Capítulo Trinta e Um: Perseguição Noturna (2)

O Vizinho Silencioso O arco longo emudece. 2536 palavras 2026-03-04 11:04:16

Assim que viram o carro da polícia avançando em linha reta em sua direção, as duas figuras se separaram imediatamente, cada uma escapando por um beco diferente. Chang An agiu sem hesitar: puxou o freio de mão, parou bruscamente e correu atrás daquela que antes apontara para a casa de pastéis, gritando para Lao Yang: “Vai atrás do outro, rápido, não enrola!”

Lao Yang não ousou perder tempo, desceu do carro às pressas e, ofegante, correu para o lado oposto. A noite estava gélida, o vento cortante feria o rosto como lâminas. Lao Yang, já de certa idade, logo ficou sem fôlego após alguns passos, mas não desistiu da perseguição; ia ajustando a rota em sua mente, sempre encontrando atalhos para recuperar terreno, chegando até a ameaçar interceptar o fugitivo.

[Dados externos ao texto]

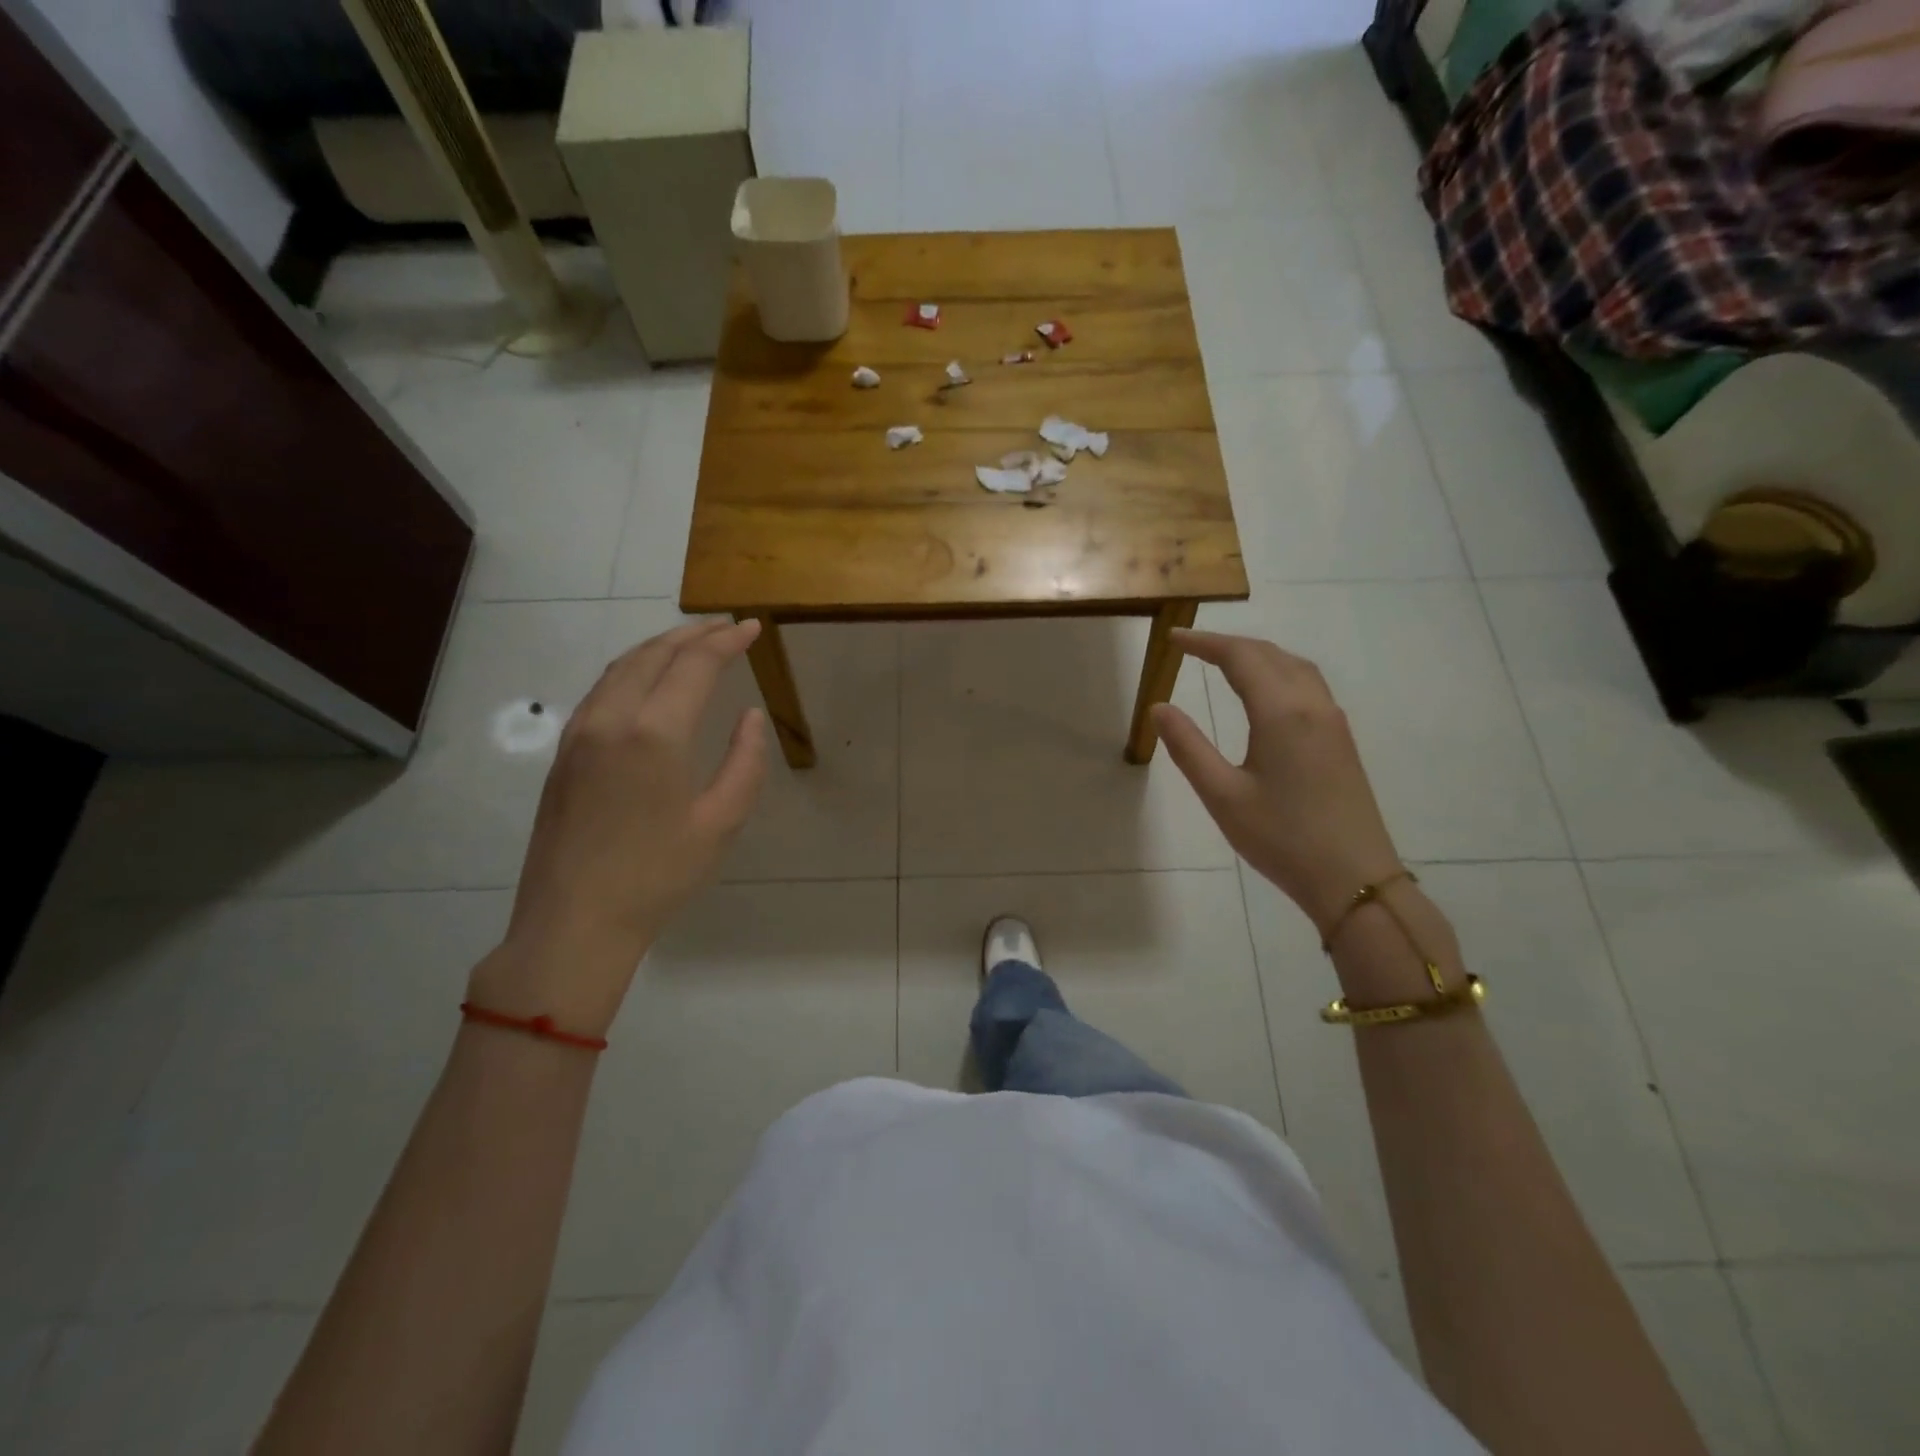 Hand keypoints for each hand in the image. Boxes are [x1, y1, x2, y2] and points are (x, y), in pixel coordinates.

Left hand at [471, 619, 768, 1034]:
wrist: (574, 922)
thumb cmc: (658, 876)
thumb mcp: (720, 823)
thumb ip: (745, 763)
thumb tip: (750, 717)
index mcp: (655, 734)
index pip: (694, 666)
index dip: (726, 642)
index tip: (752, 628)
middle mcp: (611, 719)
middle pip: (653, 655)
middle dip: (692, 634)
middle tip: (725, 626)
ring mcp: (580, 734)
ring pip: (620, 668)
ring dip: (658, 647)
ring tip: (690, 643)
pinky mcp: (564, 753)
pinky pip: (600, 691)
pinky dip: (631, 670)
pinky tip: (646, 680)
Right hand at [1151, 629, 1401, 935]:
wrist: (1354, 879)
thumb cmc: (1282, 839)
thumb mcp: (1222, 796)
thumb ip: (1188, 747)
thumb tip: (1159, 707)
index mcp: (1281, 713)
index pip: (1240, 658)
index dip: (1205, 643)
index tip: (1173, 637)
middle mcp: (1312, 705)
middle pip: (1270, 654)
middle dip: (1229, 644)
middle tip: (1192, 647)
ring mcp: (1333, 722)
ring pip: (1295, 666)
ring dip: (1258, 655)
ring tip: (1225, 661)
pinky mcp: (1341, 740)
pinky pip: (1308, 685)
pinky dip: (1279, 671)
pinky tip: (1266, 692) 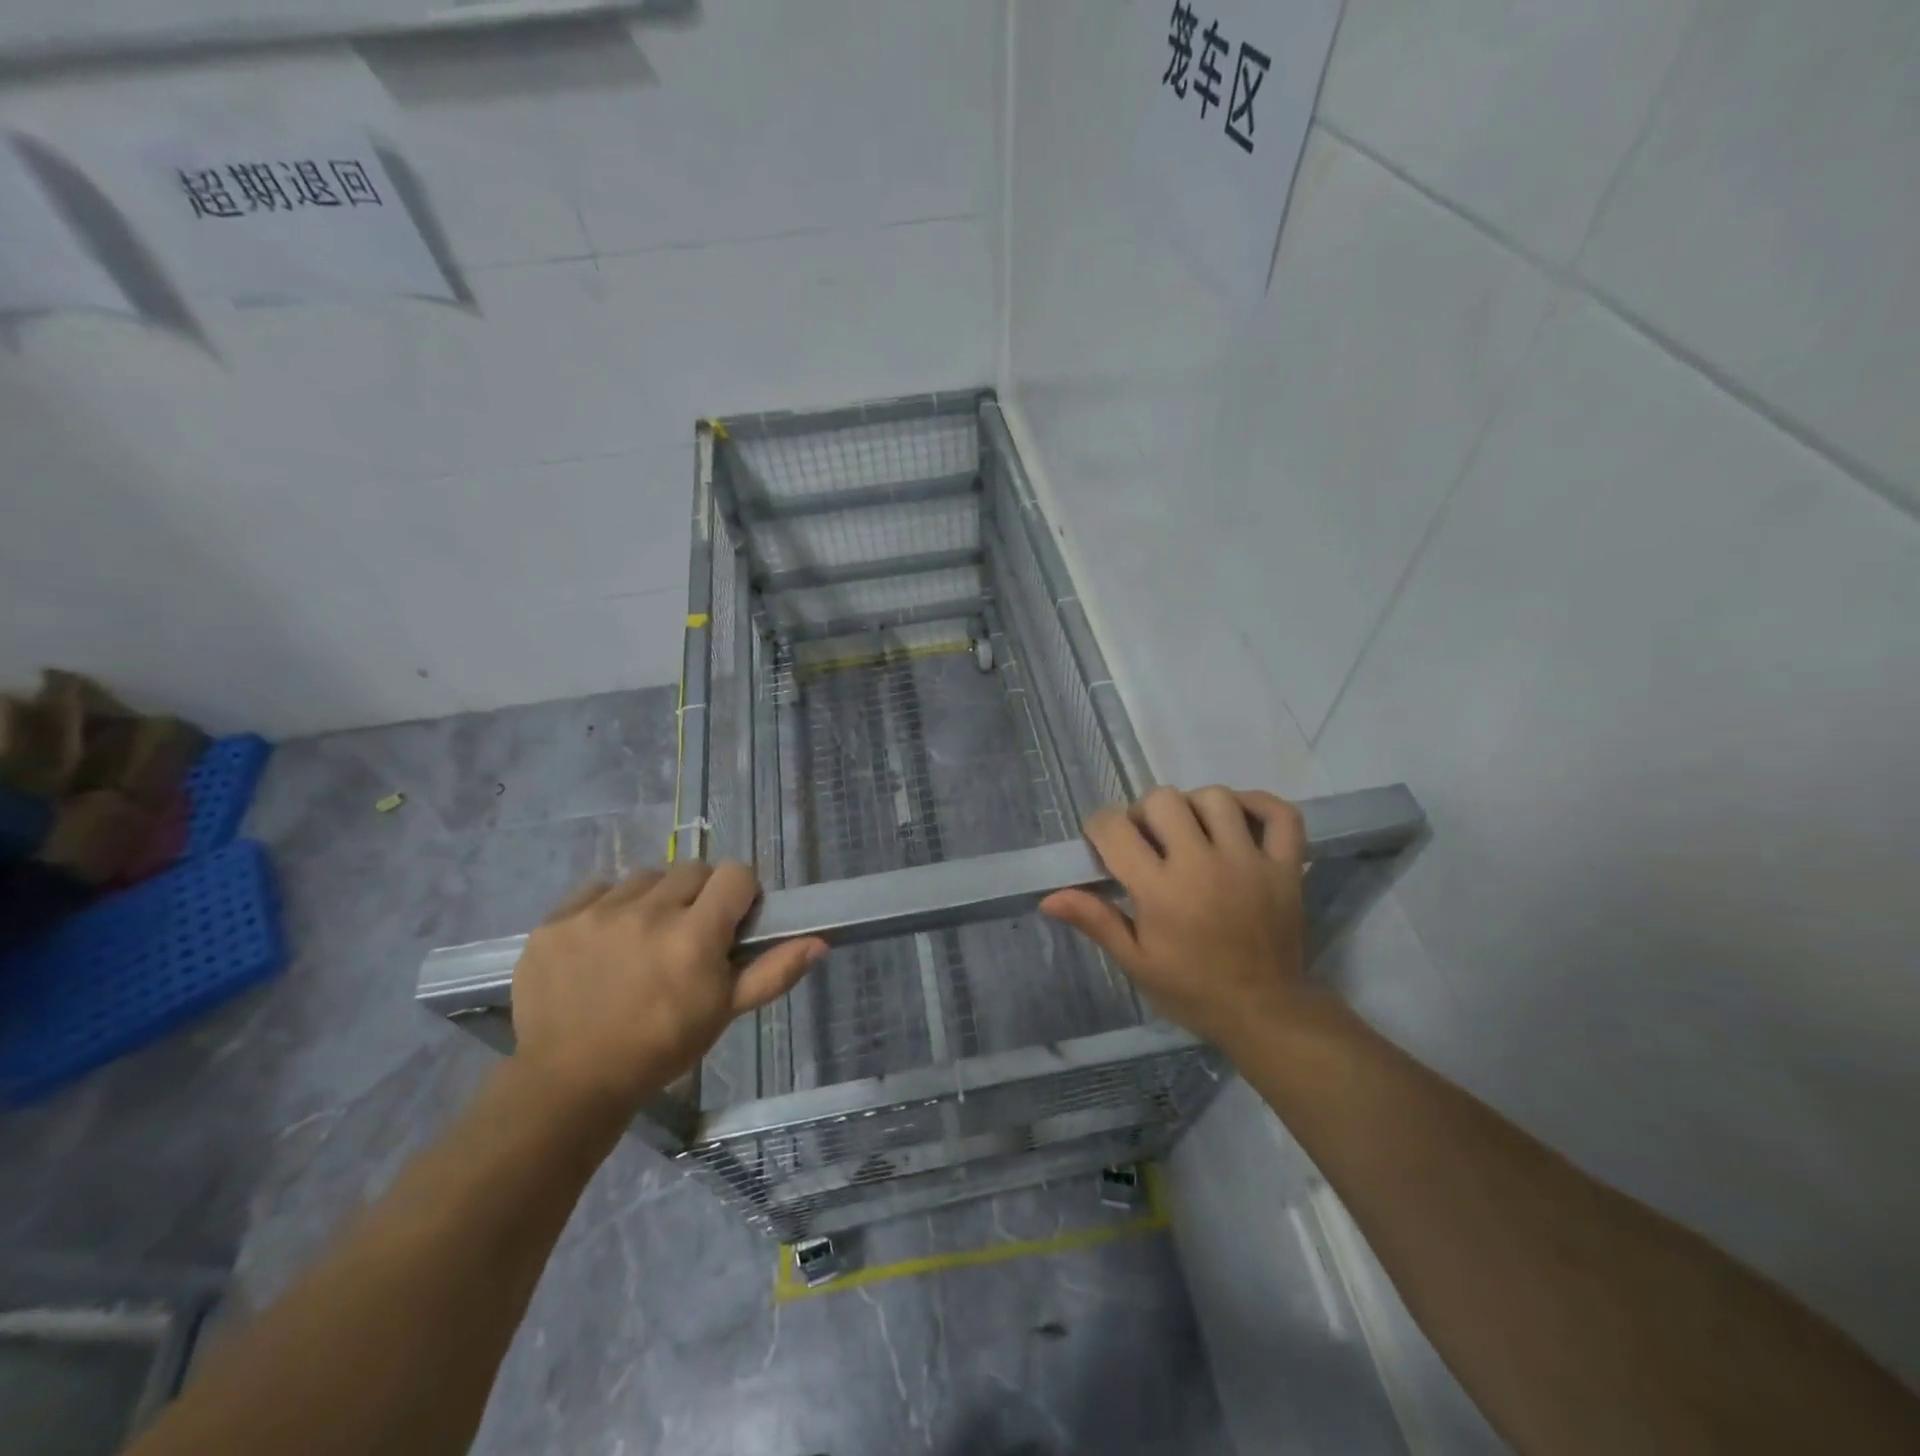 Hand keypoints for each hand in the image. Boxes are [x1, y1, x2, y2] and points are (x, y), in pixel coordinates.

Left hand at [510, 862, 826, 1120]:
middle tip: (688, 935)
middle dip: (699, 896)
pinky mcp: (556, 920)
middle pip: (692, 870)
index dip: (741, 893)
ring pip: (645, 877)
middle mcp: (648, 912)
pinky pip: (597, 888)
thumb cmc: (660, 1048)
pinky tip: (604, 943)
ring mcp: (597, 913)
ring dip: (654, 899)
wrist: (568, 1082)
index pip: (736, 873)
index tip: (732, 921)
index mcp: (694, 936)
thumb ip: (773, 972)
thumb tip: (820, 941)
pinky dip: (608, 907)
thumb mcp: (724, 1013)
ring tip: (643, 939)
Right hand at [1042, 786, 1311, 1052]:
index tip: (1103, 843)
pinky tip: (1237, 818)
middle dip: (1145, 813)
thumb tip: (1048, 897)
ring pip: (1216, 798)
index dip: (1100, 827)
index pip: (1115, 829)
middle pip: (1164, 800)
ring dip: (1194, 807)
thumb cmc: (1192, 990)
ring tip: (1191, 832)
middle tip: (1147, 840)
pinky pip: (1280, 814)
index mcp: (1160, 890)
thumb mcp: (1136, 962)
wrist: (1264, 1014)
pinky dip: (1258, 804)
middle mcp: (1203, 864)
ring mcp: (1249, 861)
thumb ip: (1096, 921)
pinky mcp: (1285, 866) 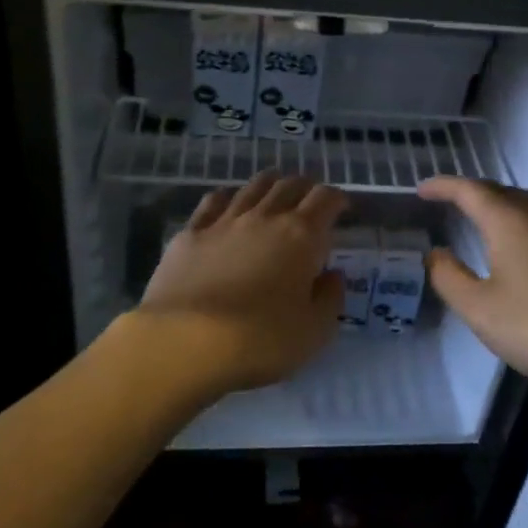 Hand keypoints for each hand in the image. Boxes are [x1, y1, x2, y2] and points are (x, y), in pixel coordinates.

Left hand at [136, 171, 346, 393]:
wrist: (186, 341)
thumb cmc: (261, 339)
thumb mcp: (315, 330)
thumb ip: (330, 298)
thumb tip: (331, 276)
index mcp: (301, 236)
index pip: (325, 199)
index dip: (337, 199)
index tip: (341, 208)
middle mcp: (265, 217)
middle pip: (289, 186)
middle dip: (305, 188)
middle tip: (309, 201)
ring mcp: (224, 221)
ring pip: (252, 187)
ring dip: (269, 185)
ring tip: (274, 192)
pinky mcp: (190, 234)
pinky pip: (213, 202)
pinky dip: (227, 198)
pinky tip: (228, 204)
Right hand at [416, 176, 527, 399]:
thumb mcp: (480, 308)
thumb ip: (449, 278)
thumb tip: (435, 253)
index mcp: (507, 222)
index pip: (469, 191)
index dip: (442, 187)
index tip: (420, 190)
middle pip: (498, 192)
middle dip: (468, 192)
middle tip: (445, 201)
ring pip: (521, 206)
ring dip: (494, 204)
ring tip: (474, 217)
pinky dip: (512, 223)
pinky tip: (510, 248) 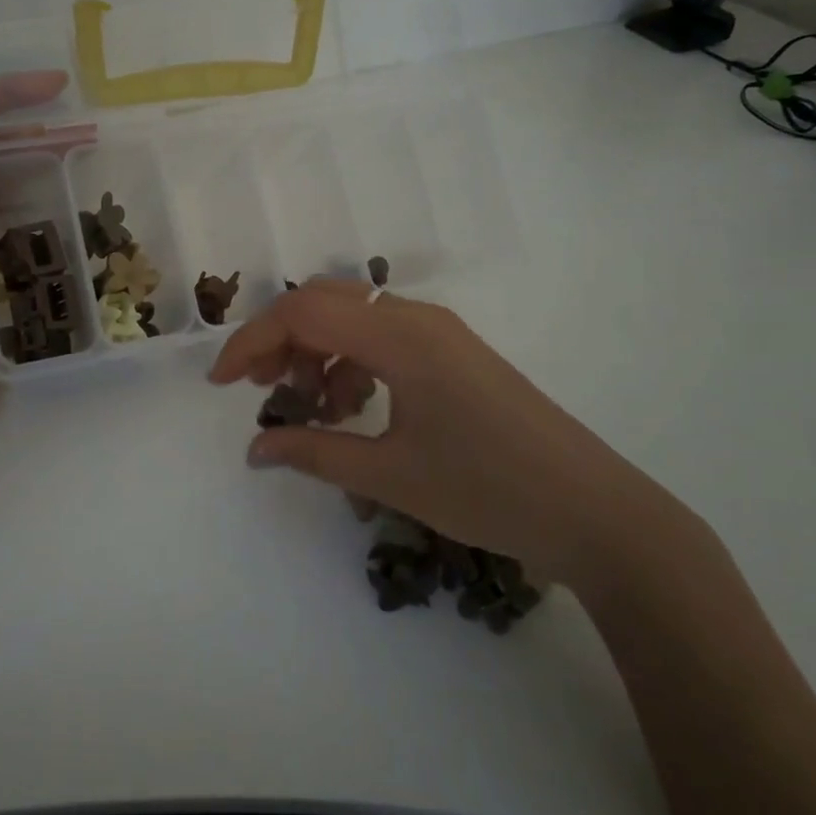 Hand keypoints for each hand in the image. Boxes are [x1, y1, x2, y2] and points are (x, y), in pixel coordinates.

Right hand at [207, 281, 685, 592]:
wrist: (594, 511)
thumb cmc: (488, 491)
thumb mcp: (389, 476)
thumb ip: (314, 453)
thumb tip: (254, 449)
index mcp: (401, 338)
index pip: (303, 313)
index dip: (252, 342)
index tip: (221, 384)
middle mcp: (418, 319)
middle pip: (324, 303)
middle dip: (280, 340)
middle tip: (258, 389)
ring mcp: (440, 333)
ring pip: (354, 318)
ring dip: (317, 352)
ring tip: (309, 407)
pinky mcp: (453, 353)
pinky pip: (384, 339)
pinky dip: (352, 363)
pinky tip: (353, 410)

À medida que a distância entre eles diminuía, ele pôde distinguir melhor a silhueta: pelo jeito de andar, era uma mulher, alguém que certamente já conhecera, pois lhe parecia familiar. Ela, percebendo de relance a aproximação de Lao Yang, franziu levemente o cenho, virou apressada numa viela lateral e, antes que ele se aproximasse, escondeu-se atrás de um grande contêiner de lixo.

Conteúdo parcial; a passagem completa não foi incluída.